YOUR GOAL: Return, from the listing below, every line that includes "main".

SUPPLIED RECORDS:
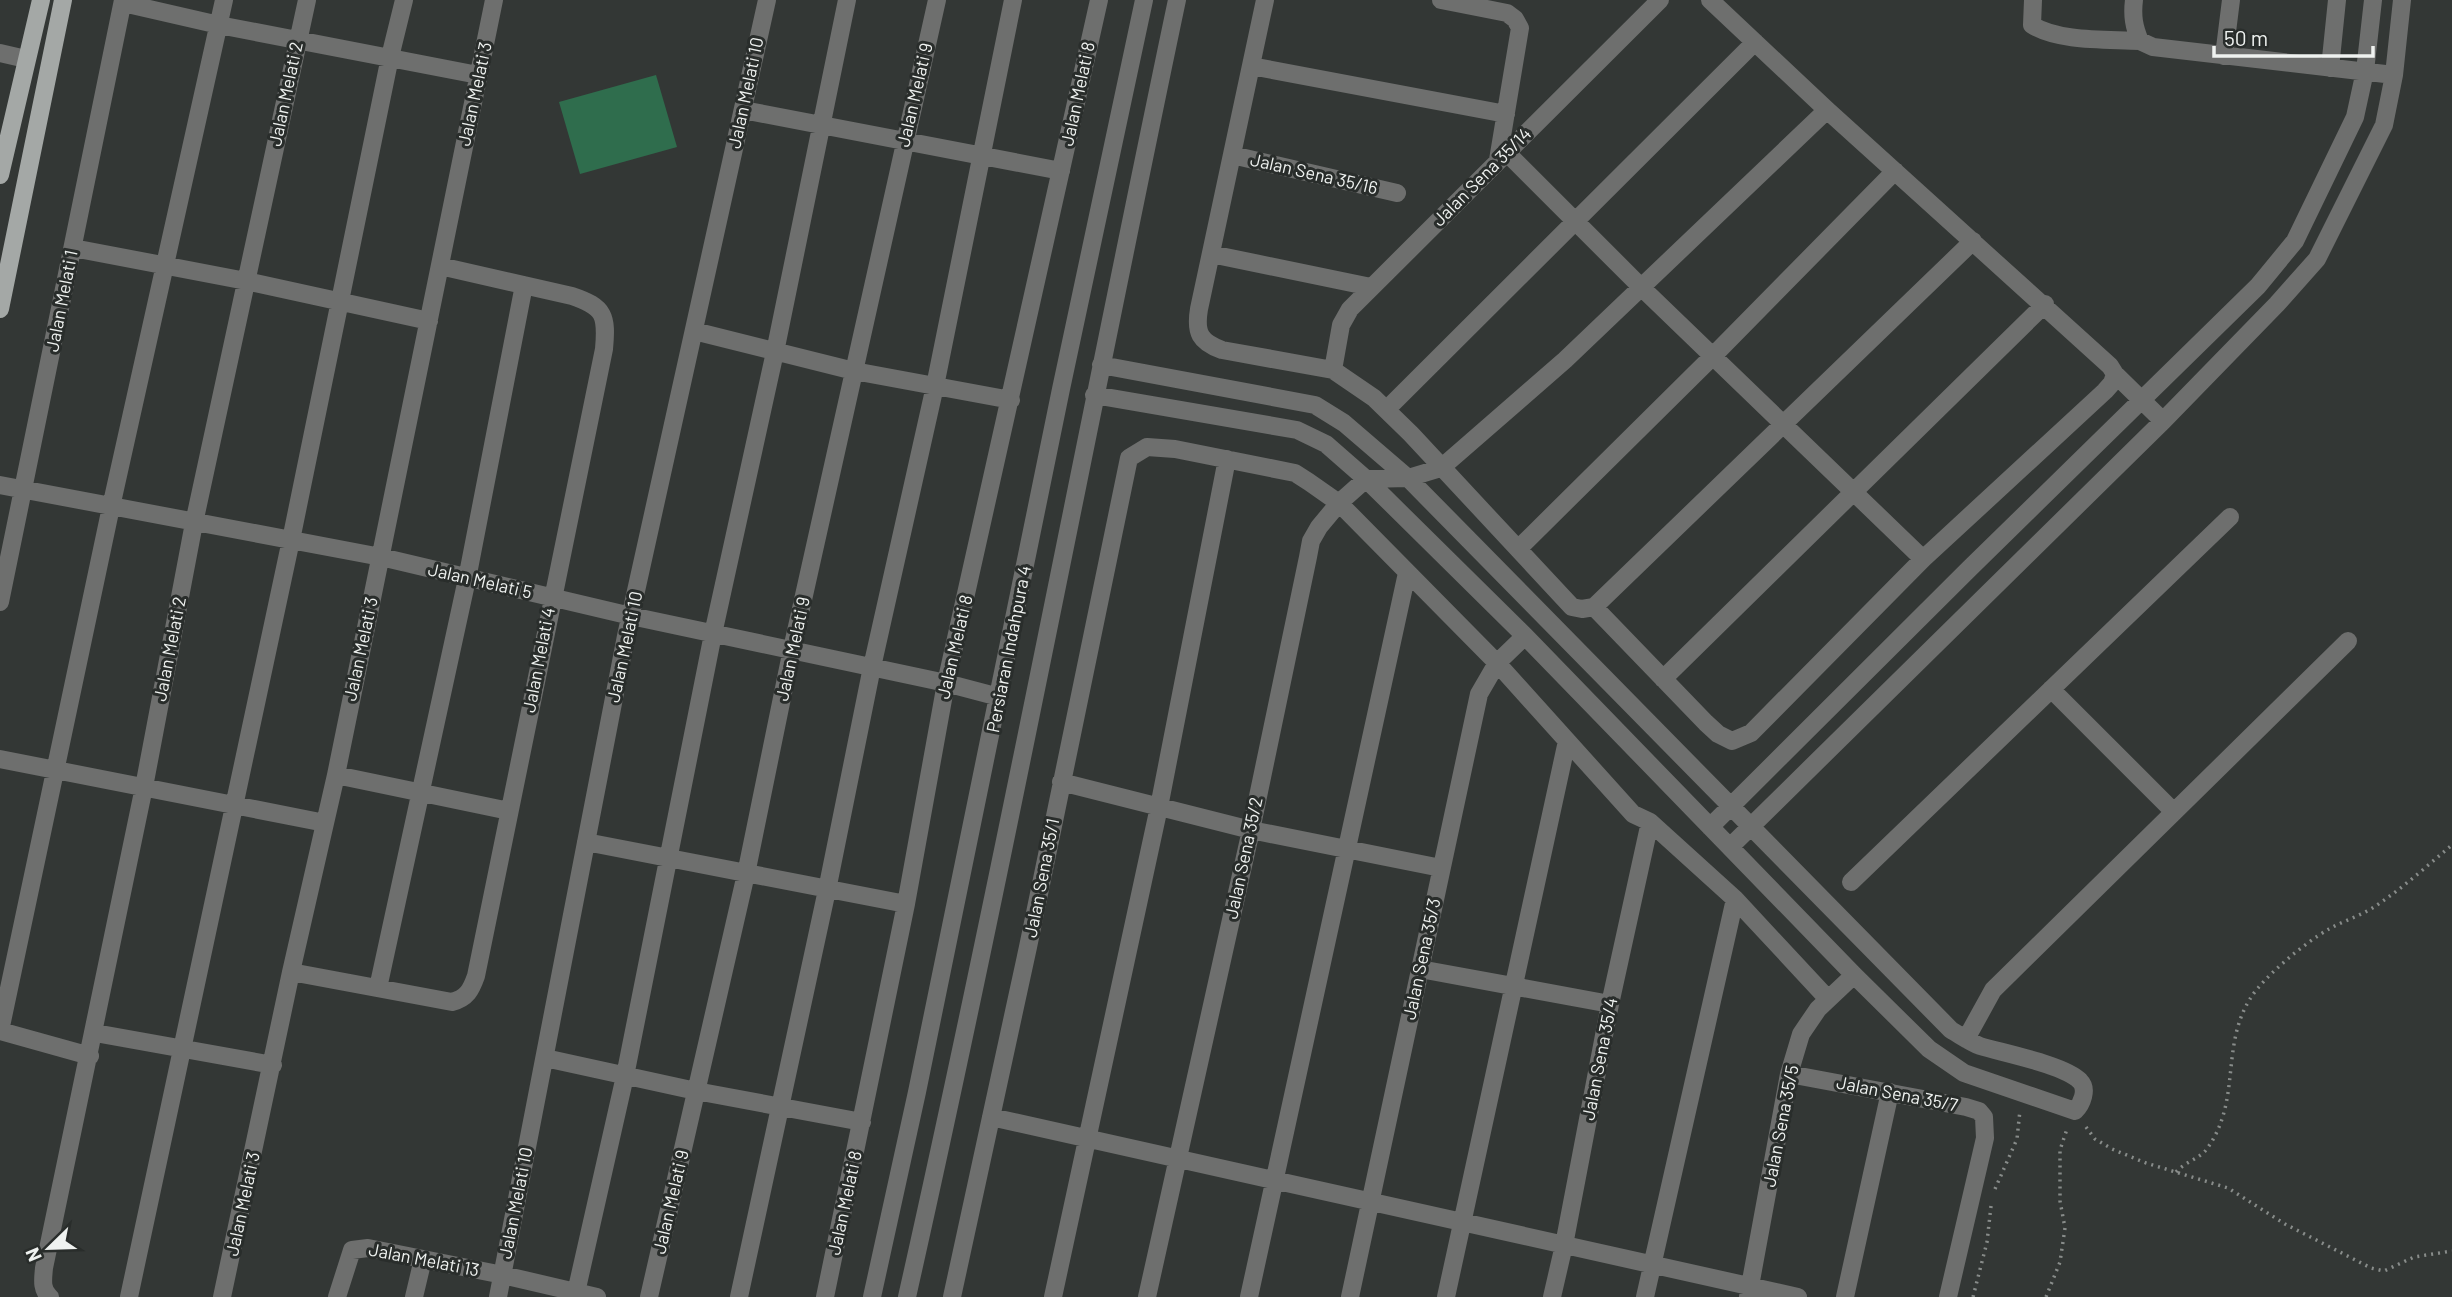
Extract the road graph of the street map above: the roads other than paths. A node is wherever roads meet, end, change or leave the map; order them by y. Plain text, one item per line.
1 (41, 0) edge
2 (63, 0) edge
3 (224, 0) edge
4 (307, 0) edge
5 (404, 0) edge
6 (494, 0) edge
7 (767, 0) edge
8 (847, 0) edge
9 (937, 0) edge
10 (1013, 0) edge
11 (1099, 0) edge
12 (1144, 0) edge
13 (1177, 0) edge
14 (1265, 0) edge
15 (1441, 0) edge
16 (1660, 0) edge
17 (1710, 0) edge
18 (2032, 0) edge
19 (2134, 0) edge
20 (2231, 0) edge
21 (2337, 0) edge
22 (2373, 0) edge
23 (2402, 0) edge
24 (123, 1) edge
25 (219, 25) junction
26 (298, 38) junction
27 (2140, 41) junction
28 (1755, 42) junction
29 (0, 53) edge
30 (2224, 56) junction
31 (390, 57) junction
32 (26, 59) junction
33 (1251, 66) junction
34 (2330, 68) junction
35 (2365, 71) junction
36 (478, 75) junction
37 (2394, 75) junction
38 (743, 110) junction
39 (1826, 110) junction
40 (1506, 114) junction
41 (822, 125) junction
42 (904, 140) junction
43 (981, 155) junction
44 (1232, 155) junction
45 (1502, 156) junction
46 (1061, 171) junction
47 (1895, 171) junction
48 (0, 175) edge
49 (1397, 193) dead end
50 (1575, 220) junction
51 (1973, 241) junction
52 (73, 248) junction
53 (1211, 254) junction
54 (440, 266) junction
55 (165, 267) junction
56 (246, 281) junction
57 (524, 285) junction
58 (1641, 286) junction
59 (1371, 287) junction
60 (341, 303) junction
61 (2045, 304) junction
62 (0, 309) edge
63 (429, 321) junction
64 (694, 331) junction
65 (775, 352) junction
66 (1713, 356) junction
67 (1101, 365) junction
68 (1333, 370) junction
69 (854, 371) junction
70 (2115, 374) junction
71 (935, 386) junction
72 (1094, 395) junction
73 (1011, 400) junction
74 (2141, 400) junction
75 (1387, 409) junction
76 (2163, 421) junction
77 (1784, 424) junction
78 (1227, 459) junction
79 (1441, 468) junction
80 (1408, 478) junction
81 (1366, 479) junction
82 (0, 485) edge
83 (24, 490) junction
84 (1854, 492) junction
85 (1339, 503) junction
86 (111, 507) junction
87 (2230, 517) dead end
88 (194, 523) junction
89 (291, 540) junction
90 (1518, 549) junction
91 (381, 557) junction
92 (1923, 559) junction
93 (1407, 573) junction
94 (467, 579) junction
95 (552, 598) junction
96 (0, 602) edge
97 (1594, 607) junction
98 (631, 616) junction
99 (713, 634) junction
100 (1525, 636) junction
101 (2348, 641) dead end
102 (792, 649) junction
103 (1497, 663) junction
104 (872, 667) junction
105 (1664, 679) junction
106 (946, 683) junction
107 (2051, 689) junction
108 (999, 697) junction
109 (1567, 741) junction
110 (0, 759) edge
111 (56, 770) junction
112 (336, 775) junction
113 (1061, 782) junction
114 (144, 788) junction
115 (419, 791) junction
116 (234, 804) junction
117 (1732, 806) junction
118 (1159, 807) junction
119 (509, 811) junction
120 (2174, 812) junction
121 (1650, 822) junction
122 (325, 823) junction
123 (1751, 825) junction
124 (1710, 827) junction
125 (1251, 830) junction
126 (586, 842) junction
127 (1730, 847) junction
128 (1345, 848) junction
129 (669, 858) junction
130 (1441, 868) junction
131 (746, 874) junction
132 (1851, 882) dead end
133 (827, 890) junction
134 (1735, 900) junction
135 (906, 904) junction
136 (1420, 969) junction
137 (290, 972) junction
138 (1854, 975) junction
139 (1514, 986) junction
140 (378, 988) junction
141 (1828, 999) junction
142 (1610, 1004) junction
143 (0, 1031) edge
144 (94, 1033) junction
145 (1966, 1039) junction
146 (180, 1049) junction
147 (90, 1056) junction
148 (545, 1058) junction
149 (272, 1065) junction
150 (1789, 1074) junction
151 (625, 1076) junction
152 (696, 1091) junction
153 (1890, 1092) junction
154 (780, 1107) junction
155 (991, 1117) junction
156 (862, 1122) junction
157 (1088, 1139) junction
158 (1177, 1159) junction
159 (1274, 1180) junction
160 (1370, 1202) junction
161 (1462, 1222) junction
162 (1564, 1245) junction
163 (423, 1259) junction
164 (1652, 1265) junction
165 (503, 1275) junction
166 (1749, 1292) edge
167 (576, 1294) edge
168 (50, 1297) edge
169 (129, 1297) edge
170 (222, 1297) edge
171 (337, 1297) edge
172 (414, 1297) edge
173 (498, 1297) edge
174 (597, 1297) edge
175 (649, 1297) edge
176 (739, 1297) edge
177 (825, 1297) edge
178 (872, 1297) edge
179 (908, 1297) edge
180 (952, 1297) edge
181 (1053, 1297) edge
182 (1147, 1297) edge
183 (1249, 1297) edge
184 (1350, 1297) edge
185 (1446, 1297) edge
186 (1552, 1297) edge
187 (1645, 1297) edge
188 (1798, 1297) edge
189 (1845, 1297) edge
190 (1948, 1297) edge

1 - 32 main road
2 - 62 main road
3 - 25 street
4 - 26 street, Jalan Melati 2
5 - 31 street
6 - 36 street, Jalan Melati 3
7 - 38 street, Jalan Melati 10
8 - 41 street
9 - 42 street, Jalan Melati 9
10 - 43 street
11 - 46 street, Jalan Melati 8
12 - 108 street, Persiaran Indahpura 4
13 - 67 street, Persiaran Indahpura 4
14 - 33 street
15 - 40 street
16 - 45 street, Jalan Sena 35/14
17 - 28 street
18 - 27 street
19 - 27 street
20 - 30 street
21 - 34 street
22 - 35 street
23 - 37 street
24 - 25 street
24 - 52 street, Jalan Melati 1
25 - 26 street
25 - 55 street
26 - 31 street
26 - 56 street, Jalan Melati 2
27 - 30 street
28 - 39 street
28 - 50 street
29 - 32 street
30 - 34 street
31 - 36 street
31 - 60 street
32 - 48 main road
33 - 40 street
33 - 44 street
34 - 35 street
35 - 37 street
35 - 74 street
36 - 54 street, Jalan Melati 3
37 - 76 street
38 - 41 street
38 - 64 street, Jalan Melati 10
39 - 47 street
39 - 58 street
40 - 45 street
41 - 42 street
41 - 65 street
42 - 43 street
42 - 69 street, Jalan Melati 9
43 - 46 street
43 - 71 street
44 - 49 street, Jalan Sena 35/16
44 - 53 street
45 - 50 street
45 - 59 street, Jalan Sena 35/14
46 - 73 street, Jalan Melati 8
47 - 51 street
47 - 66 street
50 - 58 street
50 - 75 street
51 - 61 street
51 - 77 street
52 - 55 street
52 - 83 street, Jalan Melati 1
53 - 59 street
53 - 68 street
54 - 57 street, Jalan Melati 4
54 - 63 street, Jalan Melati 3
55 - 56 street
55 - 86 street
56 - 60 street
56 - 88 street, Jalan Melati 2
57 - 94 street
57 - 95 street, Jalan Melati 4
58 - 66 street
58 - 79 street
59 - 68 street, Jalan Sena 35/14
60 - 63 street
60 - 89 street
61 - 70 street
61 - 84 street
63 - 91 street, Jalan Melati 3
64 - 65 street
64 - 98 street, Jalan Melati 10
65 - 69 street
65 - 99 street
66 - 77 street
66 - 90 street
67 - 72 street, Persiaran Indahpura 4
67 - 80 street
68 - 75 street
69 - 71 street
69 - 102 street, Jalan Melati 9
70 - 74 street
70 - 92 street
71 - 73 street
71 - 104 street
72 - 81 street
72 - 179 street, Persiaran Indahpura 4
73 - 106 street, Jalan Melati 8
74 - 76 street
74 - 117 street
75 - 79 street
76 - 123 street
77 - 84 street
77 - 97 street
78 - 85 street
78 - 113 street, Jalan Sena 35/1
78 - 118 street
79 - 80 street
79 - 90 street
80 - 81 street
80 - 117 street
81 - 85 street, Jalan Sena 35/2
81 - 100 street
82 - 83 street, Jalan Melati 5
83 - 86 street, Jalan Melati 5
83 - 96 street, Jalan Melati 1
84 - 92 street
84 - 105 street
85 - 93 street
85 - 125 street, Jalan Sena 35/2
86 - 88 street, Jalan Melati 5
86 - 111 street
87 - 107 street
88 - 89 street, Jalan Melati 5
88 - 114 street, Jalan Melati 2
89 - 91 street, Jalan Melati 5
89 - 116 street
90 - 97 street
91 - 94 street, Jalan Melati 5
91 - 112 street, Jalan Melati 3
92 - 105 street
93 - 103 street
93 - 128 street
94 - 95 street, Jalan Melati 5
94 - 115 street
95 - 98 street, Jalan Melati 5
95 - 119 street, Jalan Melati 4
97 - 105 street
98 - 99 street, Jalan Melati 5
98 - 126 street, Jalan Melati 10
99 - 102 street, Jalan Melati 5
99 - 129 street
100 - 103 street, Jalan Sena 35/3
100 - 124 street
101 - 120 street
102 - 104 street, Jalan Melati 5
102 - 131 street, Jalan Melati 9
103 - 109 street
103 - 130 street, Jalan Sena 35/3
104 - 106 street, Jalan Melati 5
104 - 133 street
106 - 108 street, Jalan Melati 5
106 - 135 street, Jalan Melati 8
107 - 120 street
107 - 132 street
108 - 178 street, Persiaran Indahpura 4
109 - 121 street
109 - 139 street
110 - 111 street
111 - 114 street
111 - 143 street
112 - 115 street
112 - 122 street, Jalan Melati 3
113 - 118 street
113 - 155 street, Jalan Sena 35/1
114 - 116 street
114 - 144 street, Jalan Melati 2
115 - 119 street
115 - 140 street
116 - 122 street
116 - 146 street
117 - 123 street
117 - 124 street
118 - 125 street
118 - 157 street
119 - 140 street, Jalan Melati 4
120 - 145 street
121 - 134 street
121 - 142 street, Jalan Sena 35/4
122 - 137 street, Jalan Melati 3
123 - 127 street
123 - 145 street
124 - 127 street
125 - 128 street
125 - 158 street, Jalan Sena 35/2
126 - 129 street
126 - 148 street, Jalan Melati 10
127 - 138 street
128 - 130 street
128 - 159 street
129 - 131 street
129 - 151 street
130 - 136 street, Jalan Sena 35/3
131 - 133 street
131 - 152 street, Jalan Melati 9
133 - 135 street
133 - 154 street
134 - 141 street
134 - 164 street
135 - 156 street, Jalan Melati 8
136 - 139 street
136 - 160 street, Jalan Sena 35/3
137 - 140 street, Jalan Melati 4
137 - 149 street, Jalan Melati 3
138 - 141 street, Jalan Sena 35/5
138 - 145 street
139 - 142 street
139 - 161 street
141 - 150 street, Jalan Sena 35/5
142 - 162 street, Jalan Sena 35/4
143 - 147 street
144 - 146 street
144 - 147 street, Jalan Melati 2
146 - 149 street
146 - 169 street
147 - 168 street, Jalan Melati 2
148 - 151 street
148 - 165 street, Jalan Melati 10
149 - 170 street, Jalan Melati 3
150 - 153 street, Jalan Sena 35/7
150 - 166 street, Jalan Sena 35/5
151 - 152 street
151 - 167 street
152 - 154 street
152 - 175 street, Jalan Melati 9
153 - 189 street
153 - 190 street, Jalan Sena 35/7
154 - 156 street
154 - 176 street
155 - 157 street
155 - 180 street, Jalan Sena 35/1
156 - 177 street, Jalan Melati 8
157 - 158 street
157 - 181 street
158 - 159 street
158 - 182 street, Jalan Sena 35/2
159 - 160 street
159 - 183 street
160 - 161 street
160 - 184 street, Jalan Sena 35/3
161 - 162 street
161 - 185 street
162 - 164 street
162 - 186 street, Jalan Sena 35/4
163 - 165 street, Jalan Melati 13
163 - 171 street, Jalan Melati 13
163 - 172 street
164 - 166 street
164 - 187 street
165 - 167 street, Jalan Melati 13
165 - 173 street, Jalan Melati 10
166 - 188 street
167 - 174 street, Jalan Melati 13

RESULT OF THIS EXERCISE:
1 - 32 main road
2 - 62 main road
32 - 48 main road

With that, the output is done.